Abram ran on the ocean floor, tirelessly trying to push up to the water’s surface. His last bubble of air had escaped minutes before, but his lungs were clawing his mouth open. The addiction to breath — to life — killing him. His lungs had always hated him, having given themselves asthma so severe that just being alive made him ill, and even as he tried to save them they betrayed him.

He ripped at his throat as if it were paper, begging his lungs not to breathe, begging his body not to give in, begging God for his survival. But he had brought his lamb — his only lamb whom he loved — to the mountain and now it had to be sacrificed. What place did he have to ask God for salvation?

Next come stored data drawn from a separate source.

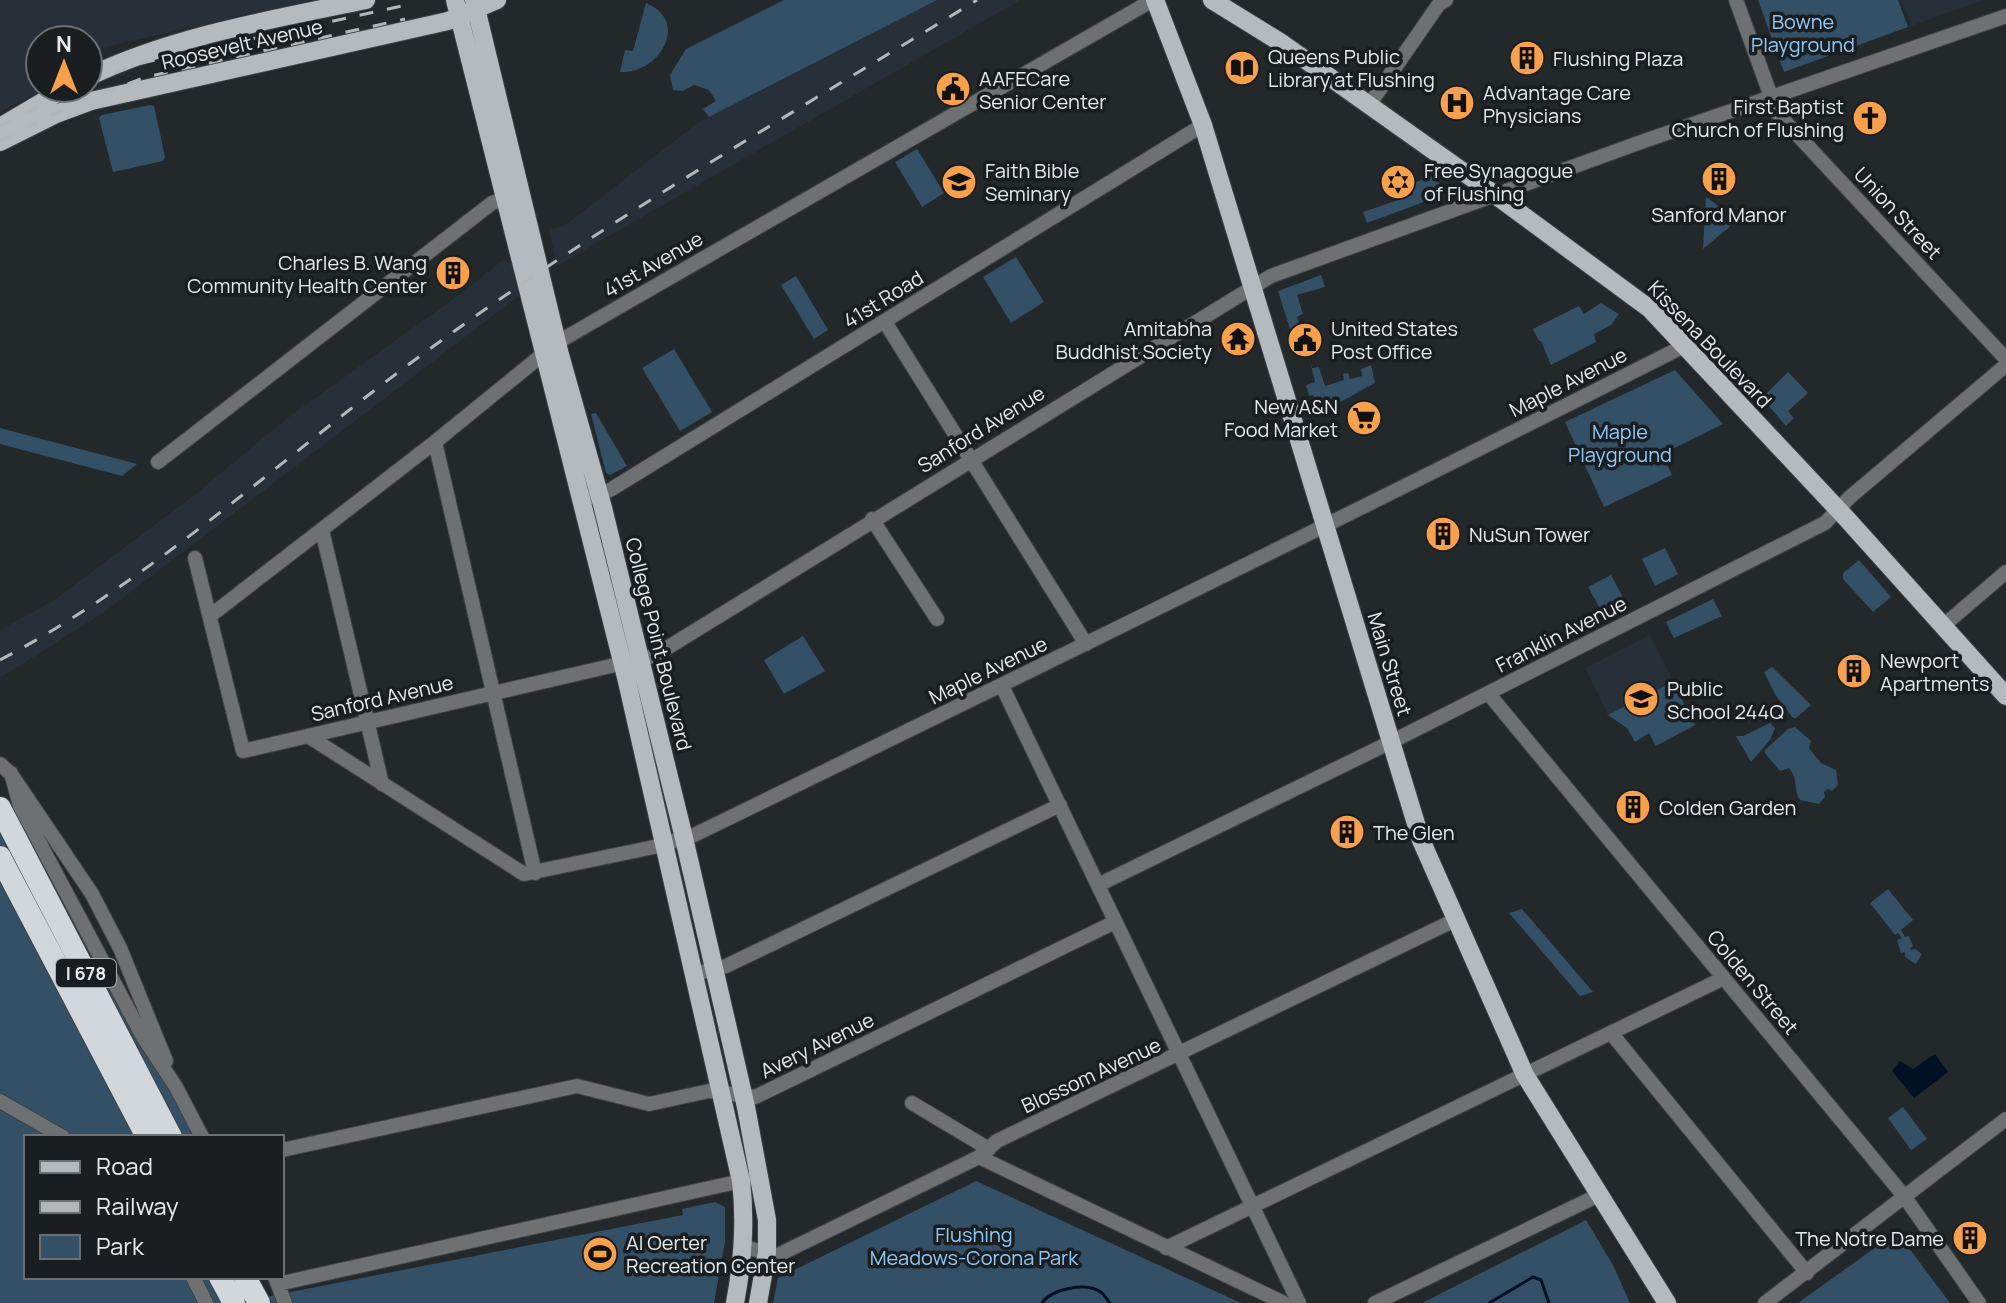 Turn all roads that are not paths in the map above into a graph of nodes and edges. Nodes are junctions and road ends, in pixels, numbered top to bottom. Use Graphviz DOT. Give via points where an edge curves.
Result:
graph roads {
  1 [pos="366,0"];
  2 [pos="497,0"];
  3 [pos="1154,0"];
  4 [pos="1212,0"];
  5 [pos="1446,0"];
  6 [pos="1736,0"];
  7 [pos="338,3"];
  8 [pos="466,7"];
  9 [pos="2006,16"];
  10 [pos="118,63"];
  11 [pos="104,70"];
  12 [pos="130,92"];
  13 [pos="1771,98"];
  14 [pos="39,104"];
  15 [pos="1369,105"];
  16 [pos="1203,125"];
  17 [pos="0,127"];
  18 [pos="0,142"];
  19 [pos="1495,195"];
  20 [pos="513,196"];
  21 [pos="1252,286"];
  22 [pos="885,322"];
  23 [pos="1684,346"];
  24 [pos="551,348"];
  25 [pos="2006,362"];
  26 [pos="435,442"];
  27 [pos="969,460"];
  28 [pos="158,462"];
  29 [pos="590,497"];
  30 [pos="1837,509"];
  31 [pos="872,519"];
  32 [pos="1326,527"];
  33 [pos="322,530"];
  34 [pos="195,558"];
  35 [pos="2006,572"];
  36 [pos="210,616"];
  37 [pos="937,619"];
  38 [pos="1943,626"];
  39 [pos="1086,644"];
  40 [pos="632,662"];
  41 [pos="1002,686"];
  42 [pos="494,693"];
  43 [pos="1488,693"];
  44 [pos="2006,696"];
  45 [pos="369,722"];
  46 [pos="308,736"];
  47 [pos="1391,742"];
  48 [pos="5,767"];
  49 [pos="382,784"];
  50 [pos="1060,805"];
  51 [pos="0,808"];
  52 [pos="684,838"];
  53 [pos="665,844"];
  54 [pos="0,857"];
  55 [pos="535,873"];
  56 [pos="1098,885"];
  57 [pos="1455,920"];
  58 [pos="1115,922"];
  59 [pos="715,969"];
  60 [pos="695,974"];
  61 [pos="1724,978"];
  62 [pos="1611,1033"];
  63 [pos="1180,1055"];
  64 [pos="1525,1075"];
  65 [pos="176,1087"];
  66 [pos="722,1093"];
  67 [pos="744,1096"];
  68 [pos="0,1101"];
  69 [pos="912,1103"];
  70 [pos="2006,1119"];
  71 [pos="60,1135"];
  72 [pos="146,1135"];
  73 [pos="170,1135"];
  74 [pos="201,1135"];
  75 [pos="284,1150"];
  76 [pos="984,1153"];
  77 [pos="761,1176"];
  78 [pos="741,1181"];
  79 [pos="1601,1194"];
  80 [pos="1904,1196"];
  81 [pos="1255,1207"];
  82 [pos="744,1247"];
  83 [pos="1166,1248"];
  84 [pos="767,1252"];
  85 [pos="1807,1273"];
  86 [pos="194,1279"];
  87 [pos="221,1279"];
  88 [pos="246,1279"];
  89 [pos="276,1281"];
  90 [pos="206,1303"];
  91 [pos="234,1303"];
  92 [pos="259,1303"];
  93 [pos="285,1303"];
  94 [pos="735,1303"];
  95 [pos="758,1303"];
  96 [pos="1284,1303"];
  97 [pos="1299,1303"];
  98 [pos="1375,1303"];
  99 [pos="1667,1303"];
  100 [pos="1765,1303"];
  101 [pos="1979,1303"];
  1 -- 7 [label="main road, Roosevelt Avenue"];
  2 -- 8 [label="main road, Roosevelt Avenue"];
  3 -- 16 [label="main road, Main Street"];
  3 -- 24 [label="street, 41st Avenue"];
  4 -- 15 [label="main road, Kissena Boulevard"];
  5 -- 15 [label="street"];
  6 -- 13 [label="street, Union Street"];
  7 -- 10 [label="main road, Roosevelt Avenue"];
  8 -- 12 [label="main road, Roosevelt Avenue"];
  8 -- 20 [label="main road, College Point Boulevard"];
  9 -- 13 [label="street, Sanford Avenue"];
  10 -- 11 [label="main road, Roosevelt Avenue"];
  10 -- 12 [label="main road"];
  12 -- 18 [label="main road, Roosevelt Avenue" via="75,107"];
  13 -- 19 [label="street, Sanford Avenue"];
  13 -- 25 [label="street, Union Street" via="1777,113"];
  14 -- 17 [label="main road"];
  15 -- 19 [label="main road, Kissena Boulevard"];
  16 -- 21 [label="main road, Main Street"];
  16 -- 22 [label="street, 41st Road"];
  19 -- 21 [label="street, Sanford Avenue"];
  19 -- 23 [label="main road, Kissena Boulevard" via="1630,292"];
  20 -- 24 [label="main road, College Point Boulevard"];
  20 -- 28 [label="street" via="492,203"];
  21 -- 27 [label="street, Sanford Avenue"];
  21 -- 32 [label="main road, Main Street"];
  22 -- 27 [label="street"];
  22 -- 29 [label="street, 41st Road" via="610,490"];
  23 -- 30 [label="main road, Kissena Boulevard"];
  23 -- 32 [label="street, Maple Avenue"];
  24 -- 26 [label="street, 41st Avenue"];
  24 -- 29 [label="main road, College Point Boulevard"];
  25 -- 30 [label="street, Franklin Avenue"];
  26 -- 33 [label="street, 41st Avenue"];
  26 -- 42 [label="street"];
  27 -- 31 [label="street, Sanford Avenue"];
  27 -- 39 [label="street"];
  29 -- 40 [label="main road, College Point Boulevard"];
  30 -- 38 [label="main road, Kissena Boulevard"];
  30 -- 43 [label="street, Franklin Avenue" via="1825,523"];
  31 -- 37 [label="street"];
  31 -- 40 [label="street, Sanford Avenue" via="659,653"];
  32 -- 39 [label="street, Maple Avenue"];
  32 -- 47 [label="main road, Main Street"];
  33 -- 36 [label="street, 41st Avenue"];
  33 -- 45 [label="street"];
  34 -- 36 [label="street"];
  35 -- 38 [label="street"];
  36 -- 46 [label="street, Sanford Avenue" via="243,751"];
  38 -- 44 [label="main road, Kissena Boulevard"];
  39 -- 41 [label="street, Maple Avenue"];
  40 -- 42 [label="street, Sanford Avenue"];
  40 -- 52 [label="main road, College Point Boulevard"];
  40 -- 53 [label="main road, College Point Boulevard"];
  41 -- 50 [label="street"];
  41 -- 52 [label="street, Maple Avenue"];
  42 -- 45 [label="street, Sanford Avenue"];
  42 -- 55 [label="street"];
  43 -- 47 [label="street, Franklin Avenue"];
  43 -- 61 [label="street, Colden Street"];
  45 -- 46 [label="street, Sanford Avenue"];
  45 -- 49 [label="street"];
  46 -- 49 [label="street"];
  47 -- 56 [label="street, Franklin Avenue"];
  47 -- 57 [label="main road, Main Street" via="1421,840"];
  48 -- 65 [label="street" via="20,806 143,1037"];
  48 -- 65 [label="street" via="104,916"];
  49 -- 55 [label="street" via="524,874"];
  50 -- 56 [label="street"];
  50 -- 59 [label="street"];
  51 -- 73 [label="highway, I 678"];
  52 -- 53 [label="street, Maple Avenue"];
  52 -- 59 [label="main road, College Point Boulevard"];
  53 -- 55 [label="street, Maple Avenue"];
  53 -- 60 [label="main road, College Point Boulevard"];
  54 -- 72 [label="highway, I 678"];
  56 -- 58 [label="street"];
  57 -- 63 [label="street, Blossom Avenue"];
  57 -- 64 [label="main road, Main Street"];
  58 -- 63 [label="street"];
  58 -- 67 [label="street, Avery Avenue" via="755,1097"];
  59 -- 60 [label="street"];
  59 -- 67 [label="main road, College Point Boulevard"];
  60 -- 66 [label="main road, College Point Boulevard"];
  61 -- 62 [label="street"];
  61 -- 80 [label="street, Colden Street"];
  62 -- 64 [label="street"];
  62 -- 85 [label="street"];
  63 -- 76 [label="street, Blossom Avenue" via="997,1141"];
  63 -- 81 [label="street"];
  64 -- 79 [label="main road, Main Street"];
  64 -- 81 [label="street"];
  65 -- 74 [label="street"];
  66 -- 67 [label="street, Avery Avenue"];
  66 -- 75 [label="street, Avery Avenue" via="649,1104 577,1086"];
  66 -- 78 [label="main road, College Point Boulevard"];
  67 -- 77 [label="main road, College Point Boulevard"];
  68 -- 71 [label="street"];
  69 -- 76 [label="street"];
  70 -- 80 [label="street"];
  76 -- 83 [label="street"];
  76 -- 84 [label="street, Blossom Avenue" via="778,1255"];
  77 -- 78 [label="street"];
  77 -- 84 [label="main road, College Point Boulevard"];
  78 -- 82 [label="main road, College Point Boulevard"];
  78 -- 89 [label="street"];
  79 -- 98 [label="street"];
  79 -- 99 [label="main road, Main Street"];
  80 -- 85 [label="street"];
  80 -- 101 [label="street, Colden Street"];
  81 -- 83 [label="street"];
  81 -- 97 [label="street"];
  82 -- 84 [label="street, Blossom Avenue"];
  82 -- 94 [label="main road, College Point Boulevard"];
  83 -- 96 [label="street"];
  84 -- 95 [label="main road, College Point Boulevard"];
  85 -- 100 [label="street"];
  86 -- 90 [label="street"];
  87 -- 91 [label="highway"];
  88 -- 92 [label="highway"];
  89 -- 93 [label="street"];
}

He could feel himself giving in. His lungs were evil and desperate, blowing through his trachea like it was trumpet and releasing air that his body didn’t have. For a moment it was as if his physical self had abandoned him completely; like it had died before he had.

Then suddenly, regret. Regret that scolded his lungs so viciously he had to let the water in to cool them down. His brain screamed the names and phrases he had heard his whole life and his legs no longer had the energy to stand.

“Abram, you idiot!”

“Moron Abram!”

“You should have never been born, Abram!”

The words his brain was spouting, however nonsensical, had stretched forth and grasped his throat in a chokehold. He ignored it. Abram glanced over his shoulder, a final attempt to find something to help him escape. A glass cup, broken and almost covered to the brim with barnacles, was all that sat there amongst the drifting weed. It reflected the Aries constellation in the sky.

A symbol of hope or a symbol of failure? Perhaps it was because he could no longer feel the sand upon the seafloor that he decided it was the latter, or maybe because all he could see were the gates he had originally gone to the beach to find.

A success? Perhaps you could call it that, after all, he was achieving his goal, fulfilling his own wish and becoming his own God.

Was he not just giving in to the hatred he had faced, though? Perhaps he was not his own God but just giving in to the will of other Gods, slaughtering a lamb he had never wanted to stop loving simply for their approval.